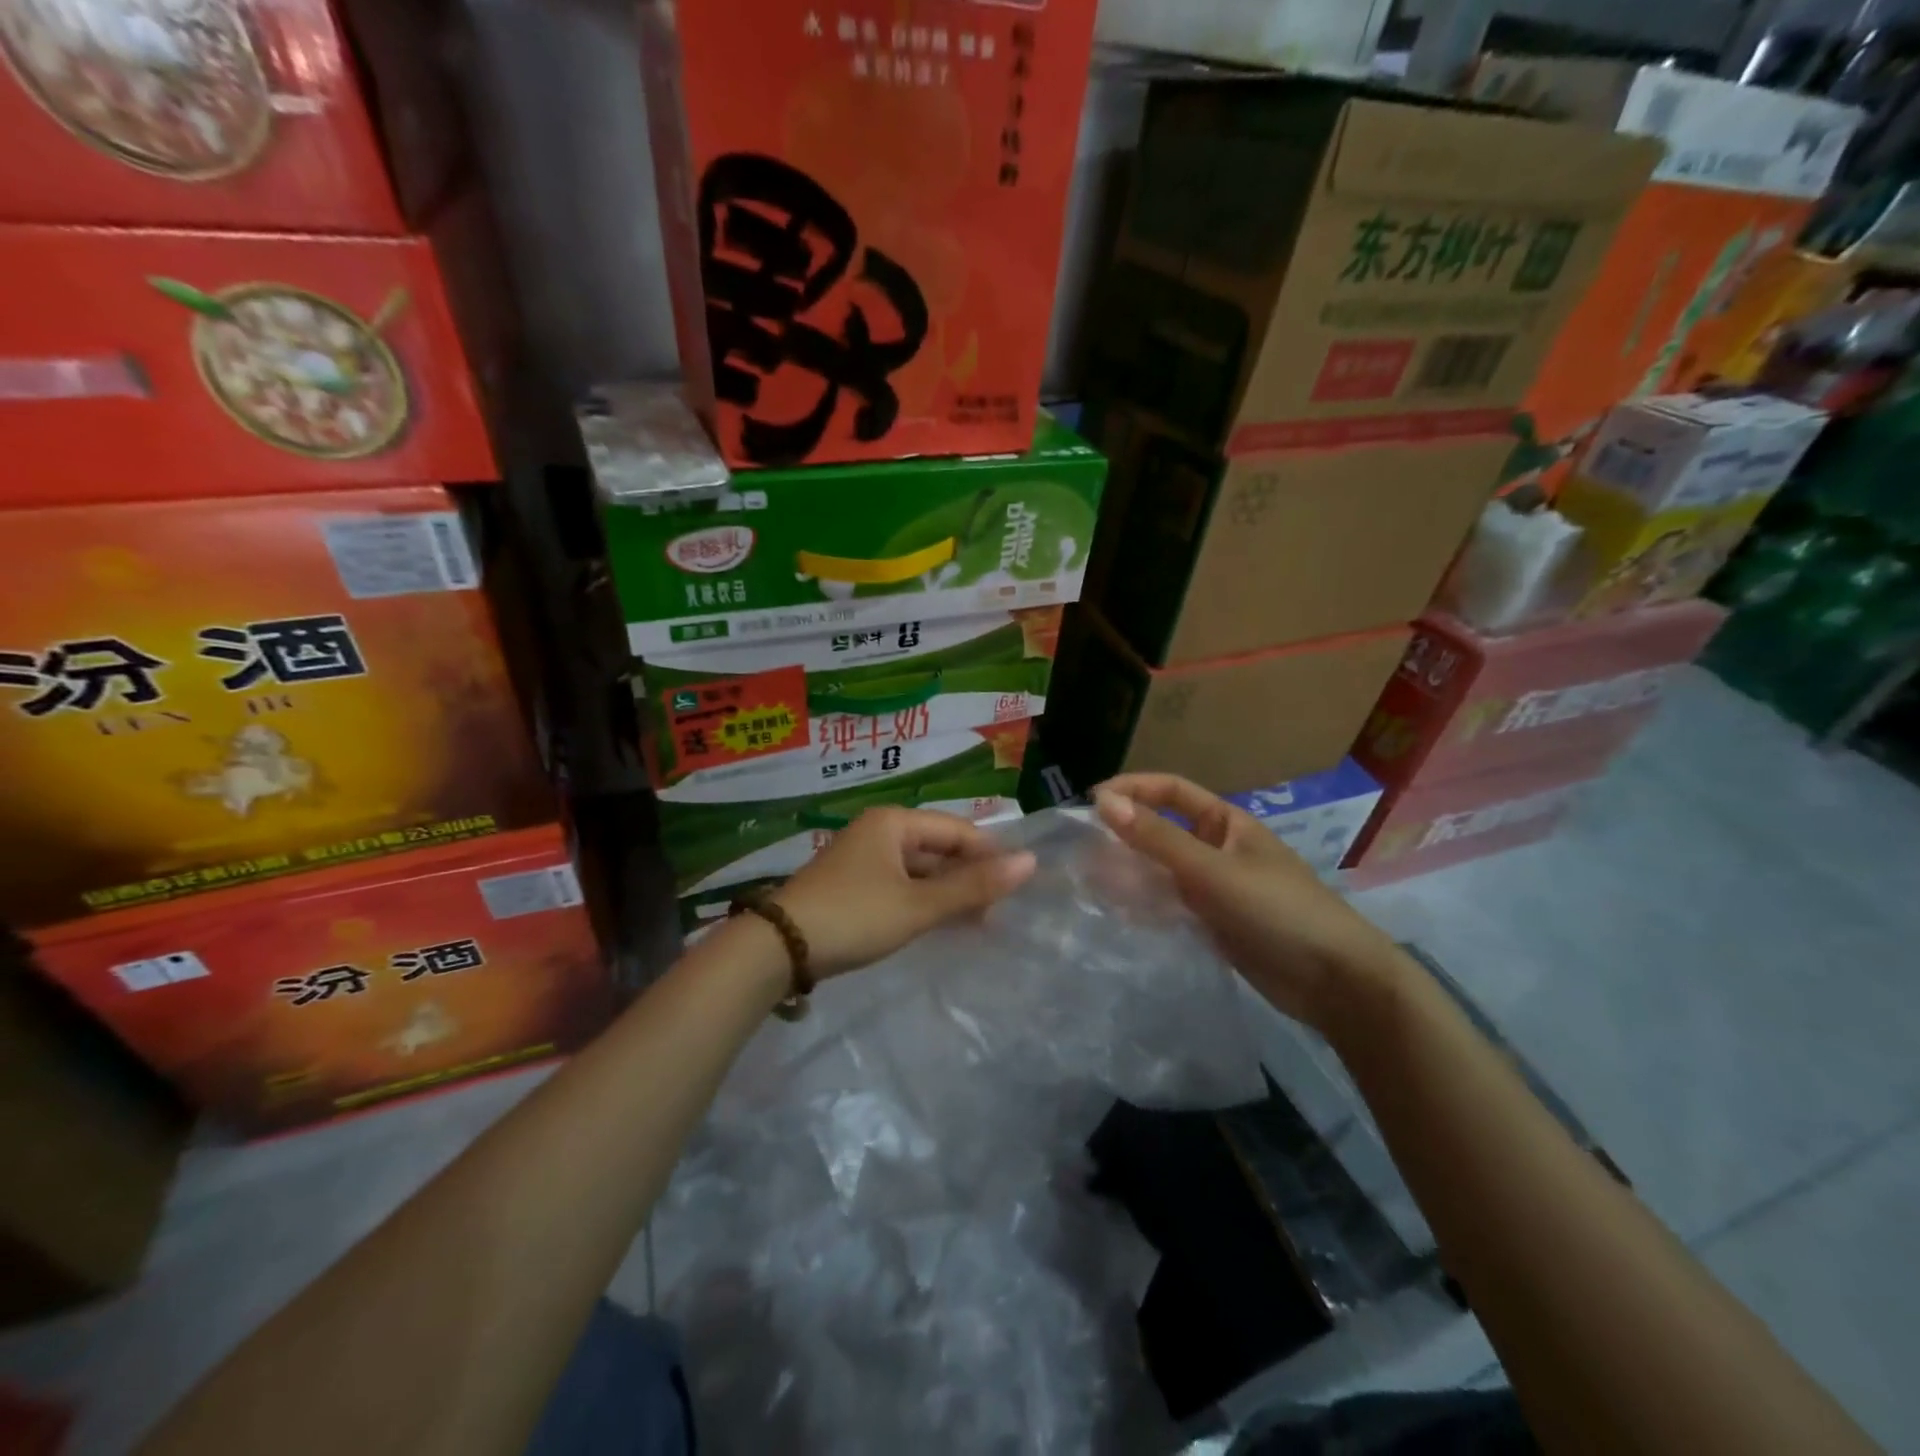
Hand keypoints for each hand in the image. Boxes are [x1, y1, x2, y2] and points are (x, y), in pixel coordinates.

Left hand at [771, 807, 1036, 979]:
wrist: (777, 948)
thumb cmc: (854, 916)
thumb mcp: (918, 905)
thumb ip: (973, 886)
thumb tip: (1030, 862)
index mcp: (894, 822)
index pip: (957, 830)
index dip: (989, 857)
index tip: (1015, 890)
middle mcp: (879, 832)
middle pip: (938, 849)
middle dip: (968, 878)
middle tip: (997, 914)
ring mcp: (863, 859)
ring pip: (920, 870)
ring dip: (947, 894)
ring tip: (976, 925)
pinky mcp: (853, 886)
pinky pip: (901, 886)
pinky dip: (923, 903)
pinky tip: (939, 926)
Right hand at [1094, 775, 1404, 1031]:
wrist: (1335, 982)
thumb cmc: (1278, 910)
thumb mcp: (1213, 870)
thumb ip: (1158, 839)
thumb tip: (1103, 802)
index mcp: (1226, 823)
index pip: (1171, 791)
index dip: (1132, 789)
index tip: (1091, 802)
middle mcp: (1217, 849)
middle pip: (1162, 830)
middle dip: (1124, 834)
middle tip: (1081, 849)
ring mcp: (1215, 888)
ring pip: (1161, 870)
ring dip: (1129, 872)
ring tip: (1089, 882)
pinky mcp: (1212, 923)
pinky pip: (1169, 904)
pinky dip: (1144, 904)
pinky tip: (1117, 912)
-*-
REQUIRED ACTION: Everything from the line containing "pinky pip: (901, 886)" to the bottom of the listing is to be set down exactly; leave out all other lines.

EXPECTED ANSWER:
pinky pip: (901, 886)
pinky dip: (923, 903)
pinky tip: (939, 926)
Right hand at [1094, 775, 1404, 1031]:
wrist: (1335, 982)
thumb cmc: (1278, 910)
thumb mcp: (1213, 870)
thumb ip: (1158, 839)
thumb tip: (1103, 802)
index mcp: (1226, 823)
index pip: (1171, 791)
index dip: (1132, 789)
index tip: (1091, 802)
middle mcp: (1217, 849)
middle pip: (1162, 830)
middle dip: (1124, 834)
middle tip: (1081, 849)
ring mcp: (1215, 888)
ring pip: (1161, 870)
ring dip: (1129, 872)
ring tip: (1089, 882)
pinky mcp: (1212, 923)
pinky pip: (1169, 904)
pinky dip: (1144, 904)
pinky tip: (1117, 912)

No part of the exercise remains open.